# New lighted Rod



## Catfish (May 21, 2004)

Just looking at my 2005 gear .... Berkley has a new glow rod .. It glows in the dark and has an inner battery operated lighted that keeps your rod glowing ... I am sorry to say there are no 1 piece rods in the mix 7' - 10' 15 - 30# .. I may order myself for my lighter (no pun intended) situations ... Retail is 39.95 - 49.95


----------



## Trophycats (Jun 6, 2004)

Where does the battery get inserted? And how does it keep the rod glowing? Fibers going thru the rod?


----------



## Freshwaterman (May 21, 2004)

That looks like a pretty sweet rod! may have to add one to my "arsenal"! When will you have one of those in your hand to let us know how it really is?


----------



## Catfish (May 21, 2004)

It does not get too specific .. From the looks of the picture I will post below , looks like the battery may go into the butt of the rod and I would assume it is hollow E-glass - so the light goes inside ...


----------



## Catfish (May 21, 2004)

By the way --

DREW -- Welcome to the board !!!!! We look foward to your input ...


----------



## MUDHOLE KID (May 21, 2004)

Does This Mean If The Battery Go Dead ,you Have To Jump It Of.


----------



## Catfish (May 21, 2004)

Hehe


----------



## mudd_catt (May 22, 2004)

Does it glow all the way to the tip?


----------



## Hawkeye (May 21, 2004)

that's just a little personal, eh?


----------



## mudd_catt (May 22, 2004)

I wasn't the one who asked "where does the battery go".


----------



## NightTrain (May 21, 2004)

fellas,fellas.... :slimer:  :rotfl:  :slimer:


----------



## mudd_catt (May 22, 2004)

*But Mom*

He started it.!.!:spineyes: :redface:


----------



## Catfish (May 21, 2004)

ROFL -- Well -- uhh-- I dont know -- I will let you know when I get one in , It will be a week or two ..


----------



## Hawkeye (May 21, 2004)

mudd_catt said:


> I wasn't the one who asked "where does the battery go".


 I almost couldn't resist that one... in the butt... LMAO.... I'm glad it goes in the ROD BUTT.... and I'm betting that it doesn't glow all the way to the tip.... unless there's a full moon, which by the way is happening twice this month... so, yes it glows all the way to the tip once in a blue moon...


----------



## NightTrain (May 21, 2004)

Whachu put in yo cereal dis mornin',Hawk?  :smile:


----------



## Hawkeye (May 21, 2004)

The Devil made me do it..... some things are beyond my ability to resist... I'll stop now. I promise.


----------



## Trophycats (Jun 6, 2004)

Batteries? Switches? Rain? Water? Corrosion? How can it glow all the way to the tip if it is a 2 piece?
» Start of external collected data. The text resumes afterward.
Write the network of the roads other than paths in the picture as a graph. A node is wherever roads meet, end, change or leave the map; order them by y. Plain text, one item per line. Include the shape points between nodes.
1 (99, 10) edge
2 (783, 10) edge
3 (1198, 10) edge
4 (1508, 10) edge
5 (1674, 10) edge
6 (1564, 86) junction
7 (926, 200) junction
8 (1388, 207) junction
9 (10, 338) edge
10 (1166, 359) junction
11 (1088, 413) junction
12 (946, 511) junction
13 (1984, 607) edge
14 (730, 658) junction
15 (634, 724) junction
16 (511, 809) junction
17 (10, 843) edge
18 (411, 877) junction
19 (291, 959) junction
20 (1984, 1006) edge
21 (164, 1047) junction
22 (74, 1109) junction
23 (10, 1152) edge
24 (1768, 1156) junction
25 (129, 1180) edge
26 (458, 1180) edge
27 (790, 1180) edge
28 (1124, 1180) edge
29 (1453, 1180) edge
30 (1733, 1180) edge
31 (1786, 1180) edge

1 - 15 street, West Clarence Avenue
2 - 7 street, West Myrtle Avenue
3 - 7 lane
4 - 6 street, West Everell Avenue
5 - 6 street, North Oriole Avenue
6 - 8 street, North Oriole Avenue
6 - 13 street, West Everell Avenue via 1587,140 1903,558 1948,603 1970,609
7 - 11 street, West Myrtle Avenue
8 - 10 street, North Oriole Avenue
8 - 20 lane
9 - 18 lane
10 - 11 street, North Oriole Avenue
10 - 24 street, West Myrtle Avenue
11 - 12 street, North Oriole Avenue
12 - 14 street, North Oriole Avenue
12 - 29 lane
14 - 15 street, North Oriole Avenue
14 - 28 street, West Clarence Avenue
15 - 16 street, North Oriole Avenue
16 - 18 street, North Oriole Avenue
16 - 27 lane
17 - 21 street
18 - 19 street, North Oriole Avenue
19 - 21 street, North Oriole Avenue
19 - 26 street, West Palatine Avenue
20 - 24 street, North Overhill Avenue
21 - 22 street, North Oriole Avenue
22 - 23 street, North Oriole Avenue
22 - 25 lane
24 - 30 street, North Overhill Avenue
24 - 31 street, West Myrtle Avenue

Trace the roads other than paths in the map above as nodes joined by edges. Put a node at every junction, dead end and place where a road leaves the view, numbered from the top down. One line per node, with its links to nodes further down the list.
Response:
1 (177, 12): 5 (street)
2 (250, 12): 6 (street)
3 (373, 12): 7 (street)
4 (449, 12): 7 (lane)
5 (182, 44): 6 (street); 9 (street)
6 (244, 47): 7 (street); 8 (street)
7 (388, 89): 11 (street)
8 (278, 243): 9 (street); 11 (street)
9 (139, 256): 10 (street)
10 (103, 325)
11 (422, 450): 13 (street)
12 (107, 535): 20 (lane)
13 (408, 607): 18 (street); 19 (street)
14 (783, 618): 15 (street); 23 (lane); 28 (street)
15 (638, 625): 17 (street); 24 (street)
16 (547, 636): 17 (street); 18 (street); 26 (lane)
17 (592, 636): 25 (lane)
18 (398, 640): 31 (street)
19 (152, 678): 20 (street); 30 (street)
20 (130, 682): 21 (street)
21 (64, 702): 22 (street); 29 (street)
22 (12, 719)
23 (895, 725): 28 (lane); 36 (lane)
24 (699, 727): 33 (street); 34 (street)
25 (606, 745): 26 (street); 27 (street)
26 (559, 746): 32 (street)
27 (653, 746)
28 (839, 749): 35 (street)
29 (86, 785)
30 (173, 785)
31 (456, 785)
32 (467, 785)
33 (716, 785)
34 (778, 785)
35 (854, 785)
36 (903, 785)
Seems like something made to catch catfishermen instead of cats


----------



## Nikonos (May 22, 2004)

Trophycats said:


> Batteries? Switches? Rain? Water? Corrosion? How can it glow all the way to the tip if it is a 2 piece? Seems like something made to catch catfishermen instead of cats


My thoughts eXactly. It looks like the gimmicks from the bass world have made their way into catfishing...took them long enough.


----------



## Catfish (May 21, 2004)

I would save judgement until we actually put it in our hands .. We know that it will not work in either situation that we fish for blues , however it may be a legitimate rod for other applications ...


----------



## Hawkeye (May 21, 2004)

If I layed it on the floor of the boat with the light on at night it might keep me from stepping on it  Just kidding... 
I can see where it might be very helpful in the case of having several lines out from the bank, to help identify which one has a hit on it... it also would be good to have the rods lit up to keep from running into lines in the dark on moonless nights... there *may* be a fiber-optic connector from the butt section to the tip section to transmit the light all the way to the tip. It would be easy enough to do, and the fiber optic conduit that it would require has become very inexpensive these days... 
TT


----------



## Catfish (May 21, 2004)

The battery mostly definately goes - where I thought it would before <GRIN> -- In the pencil drawing I have , it appears as if that piece is a threaded cap ...


----------



## Mando (May 22, 2004)

looks good for night surf fishing to keep passing trucks away from ur rods.


----------



## Hawkeye (May 21, 2004)

Mando said:


> looks good for night surf fishing to keep passing trucks away from ur rods.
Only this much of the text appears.